What you will do: Return, with both end lines included, exactly what the data below holds from the line with "Write the network" through the line with "Build a routing", though not the pictures.

Collected data entries:
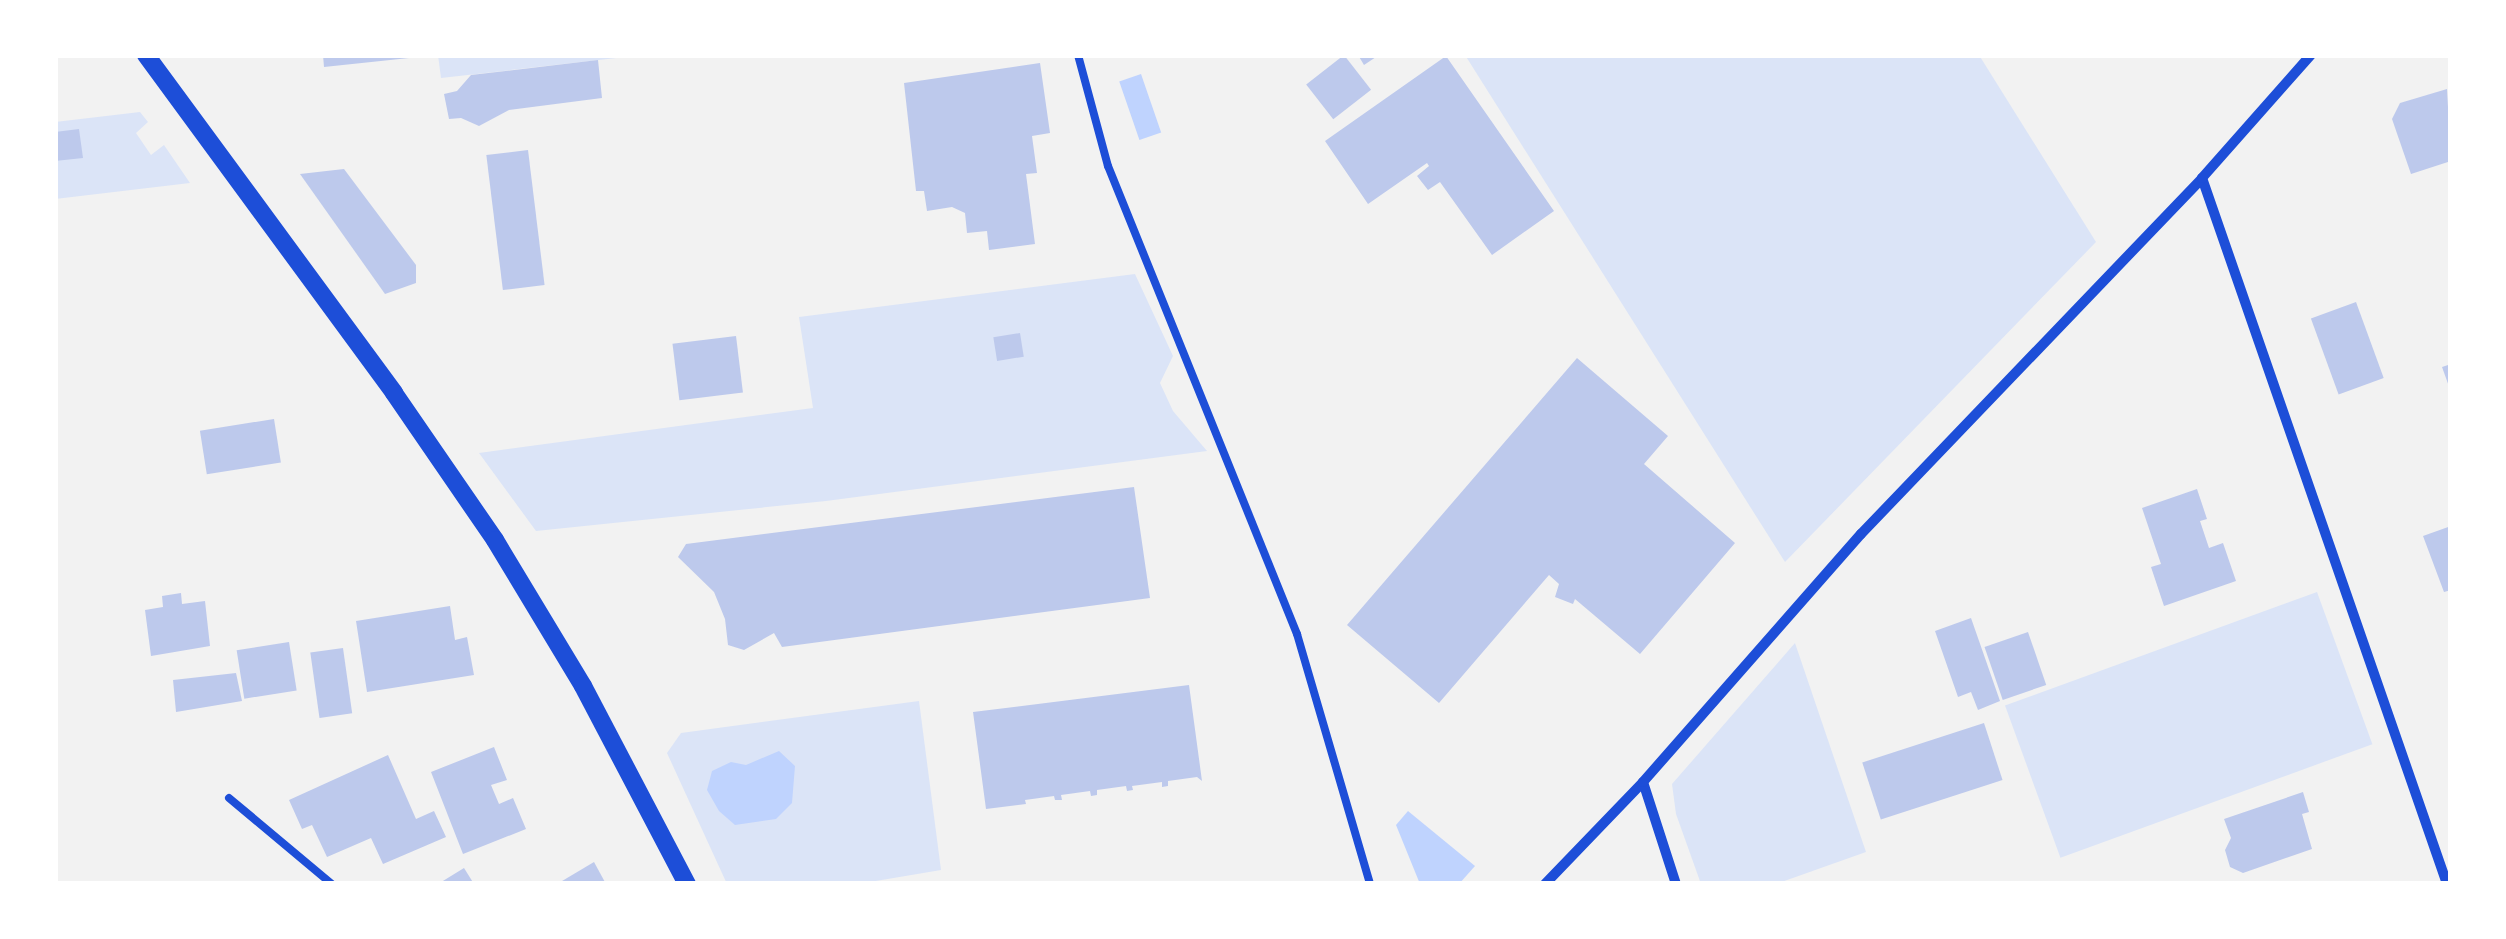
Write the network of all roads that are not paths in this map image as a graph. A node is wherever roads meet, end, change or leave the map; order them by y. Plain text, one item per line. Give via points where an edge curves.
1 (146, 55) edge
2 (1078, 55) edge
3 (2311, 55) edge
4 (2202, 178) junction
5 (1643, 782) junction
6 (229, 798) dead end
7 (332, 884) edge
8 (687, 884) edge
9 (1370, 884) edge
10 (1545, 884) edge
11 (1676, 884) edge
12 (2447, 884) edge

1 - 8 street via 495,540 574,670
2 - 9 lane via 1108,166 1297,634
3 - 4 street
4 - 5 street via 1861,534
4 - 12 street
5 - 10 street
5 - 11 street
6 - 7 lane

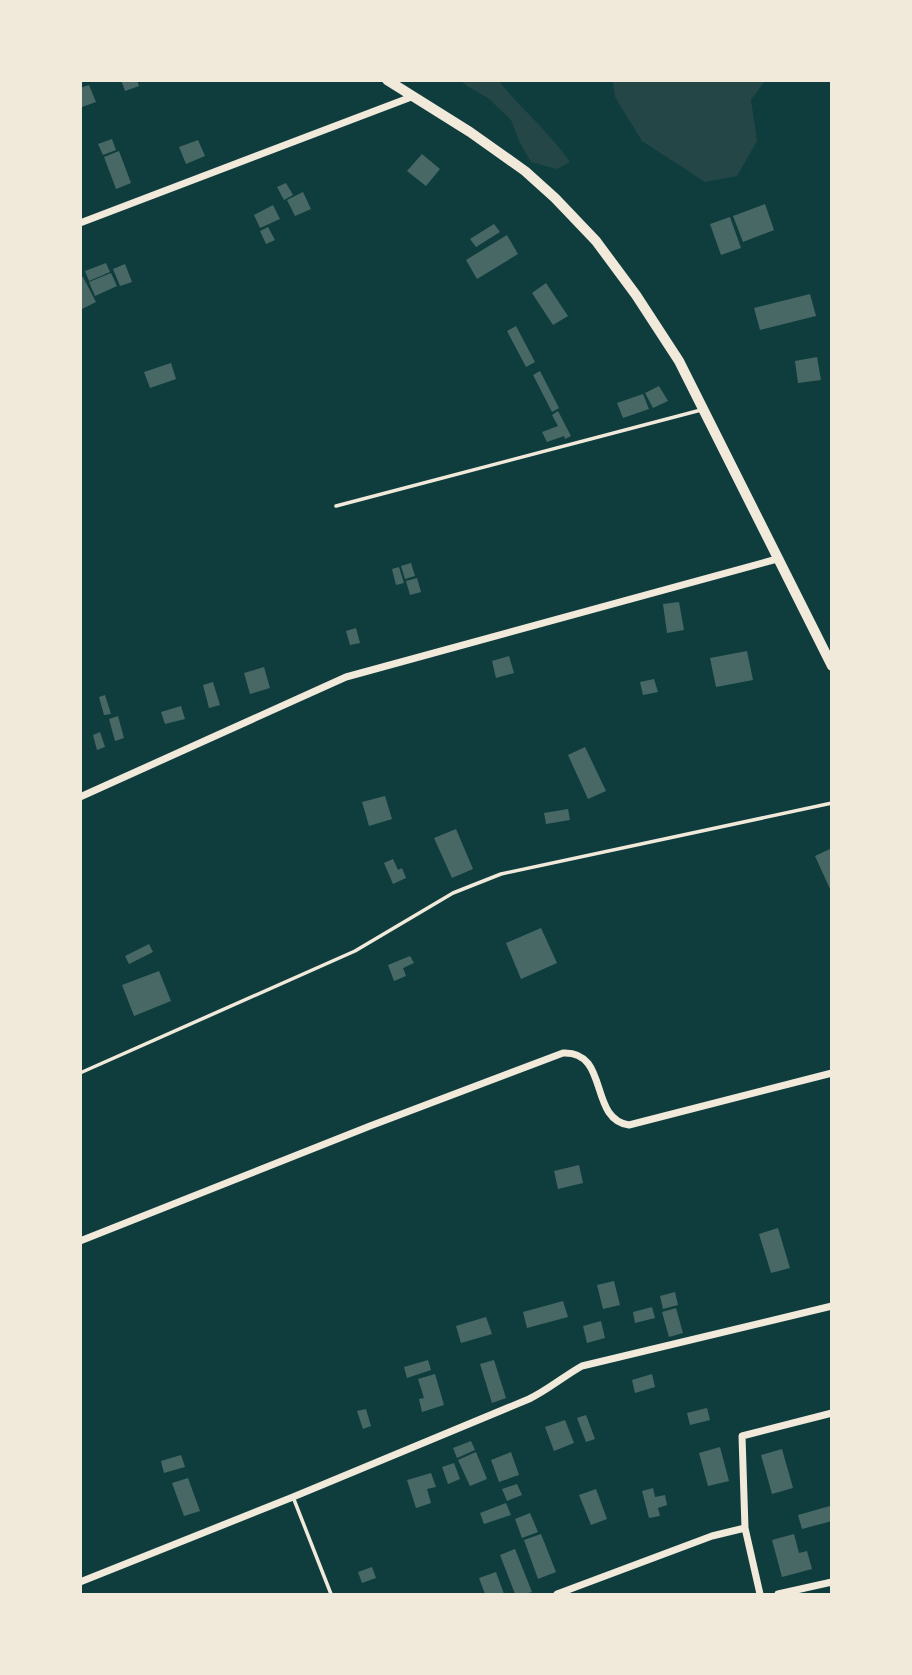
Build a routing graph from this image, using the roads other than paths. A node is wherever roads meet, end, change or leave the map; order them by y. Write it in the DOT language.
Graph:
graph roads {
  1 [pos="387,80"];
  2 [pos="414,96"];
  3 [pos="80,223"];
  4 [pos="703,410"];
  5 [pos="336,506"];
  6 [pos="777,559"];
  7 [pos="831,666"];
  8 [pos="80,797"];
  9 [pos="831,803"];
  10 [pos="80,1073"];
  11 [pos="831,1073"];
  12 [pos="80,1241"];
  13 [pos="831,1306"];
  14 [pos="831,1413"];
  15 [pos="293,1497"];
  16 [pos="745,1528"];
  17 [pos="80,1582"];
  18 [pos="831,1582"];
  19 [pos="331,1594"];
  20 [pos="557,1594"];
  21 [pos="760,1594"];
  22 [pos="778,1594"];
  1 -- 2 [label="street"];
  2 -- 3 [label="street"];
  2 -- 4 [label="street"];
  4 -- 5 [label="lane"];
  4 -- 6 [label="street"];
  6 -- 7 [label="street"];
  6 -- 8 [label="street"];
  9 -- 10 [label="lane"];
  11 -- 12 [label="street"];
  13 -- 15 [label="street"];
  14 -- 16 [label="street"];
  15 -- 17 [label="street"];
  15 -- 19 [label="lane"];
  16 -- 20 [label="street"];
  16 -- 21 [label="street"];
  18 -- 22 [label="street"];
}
==
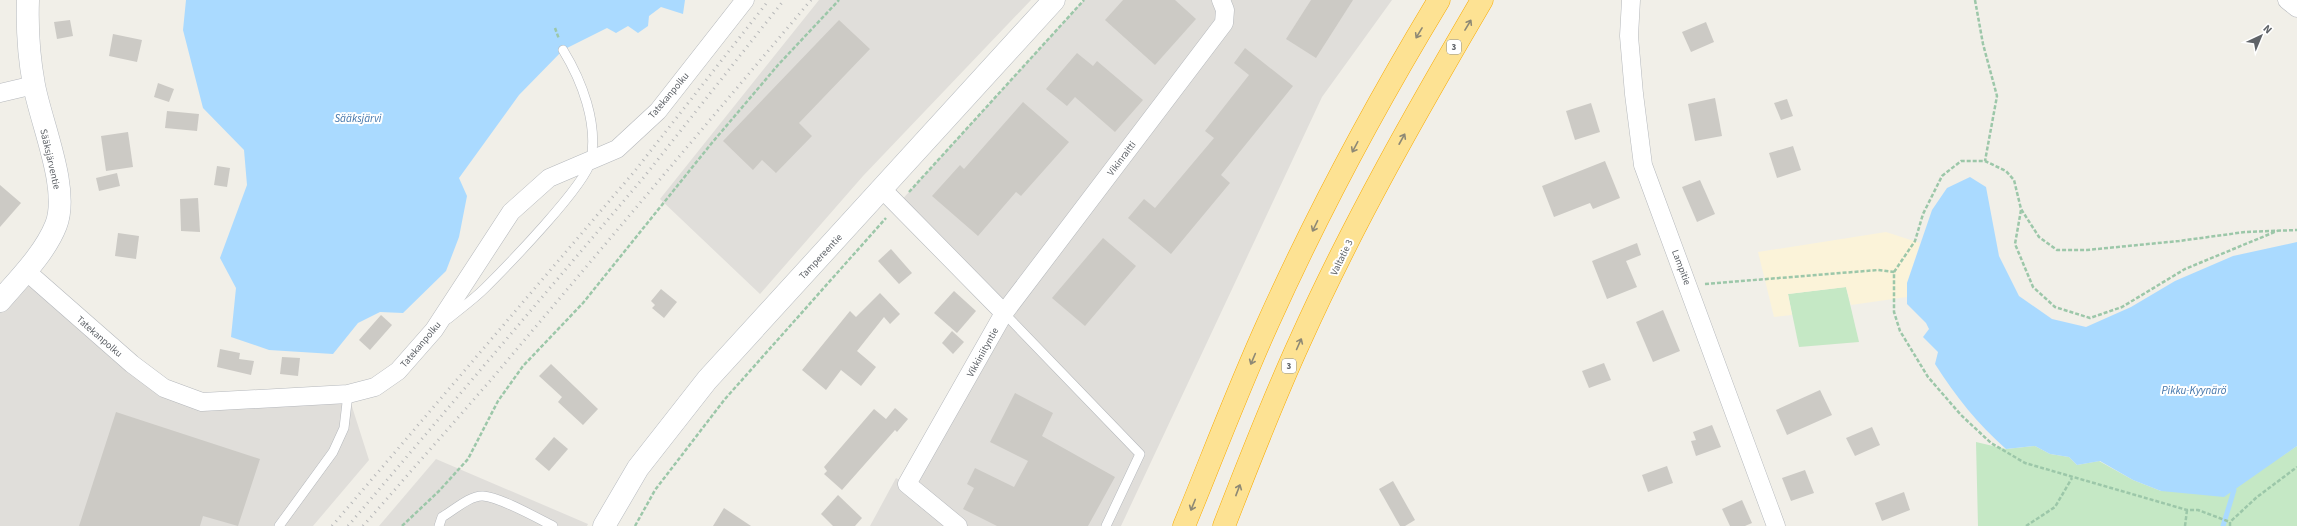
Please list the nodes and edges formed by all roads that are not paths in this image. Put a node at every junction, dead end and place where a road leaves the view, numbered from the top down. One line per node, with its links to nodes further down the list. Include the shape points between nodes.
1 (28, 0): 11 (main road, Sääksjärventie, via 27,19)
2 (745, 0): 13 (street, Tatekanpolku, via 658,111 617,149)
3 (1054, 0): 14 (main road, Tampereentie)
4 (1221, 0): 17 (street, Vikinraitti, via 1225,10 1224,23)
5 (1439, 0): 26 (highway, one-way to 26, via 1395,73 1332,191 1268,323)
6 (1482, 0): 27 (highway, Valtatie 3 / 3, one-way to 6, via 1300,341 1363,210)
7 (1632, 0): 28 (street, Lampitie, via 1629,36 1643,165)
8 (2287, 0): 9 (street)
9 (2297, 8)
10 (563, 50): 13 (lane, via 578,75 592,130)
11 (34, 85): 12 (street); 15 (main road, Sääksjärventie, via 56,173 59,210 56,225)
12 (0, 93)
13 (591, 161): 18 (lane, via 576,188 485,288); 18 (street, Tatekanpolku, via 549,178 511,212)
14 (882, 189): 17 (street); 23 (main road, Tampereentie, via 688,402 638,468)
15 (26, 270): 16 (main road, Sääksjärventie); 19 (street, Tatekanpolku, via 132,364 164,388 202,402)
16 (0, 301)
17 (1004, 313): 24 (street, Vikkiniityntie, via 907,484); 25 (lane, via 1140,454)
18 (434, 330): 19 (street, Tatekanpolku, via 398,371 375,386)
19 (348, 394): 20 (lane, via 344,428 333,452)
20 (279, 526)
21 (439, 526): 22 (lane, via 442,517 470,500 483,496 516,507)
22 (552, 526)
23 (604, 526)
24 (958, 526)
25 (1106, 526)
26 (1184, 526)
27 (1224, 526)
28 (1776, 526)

Written response:
Write the network of all roads that are not paths in this map image as a graph. A node is wherever roads meet, end, change or leave the map; order them by y. Plain text, one item per line. Give via points where an edge curves.
1 (146, 55) edge
2 (1078, 55) edge
3 (2311, 55) edge
4 (2202, 178) junction
5 (1643, 782) junction
6 (229, 798) dead end
7 (332, 884) edge
8 (687, 884) edge
9 (1370, 884) edge
10 (1545, 884) edge
11 (1676, 884) edge
12 (2447, 884) edge

1 - 8 street via 495,540 574,670
2 - 9 lane via 1108,166 1297,634
3 - 4 street
4 - 5 street via 1861,534
4 - 12 street
5 - 10 street
5 - 11 street
6 - 7 lane

Build a routing graph from this image, using the roads other than paths. A node is wherever roads meet, end, change or leave the map; order them by y. Write it in the DOT language.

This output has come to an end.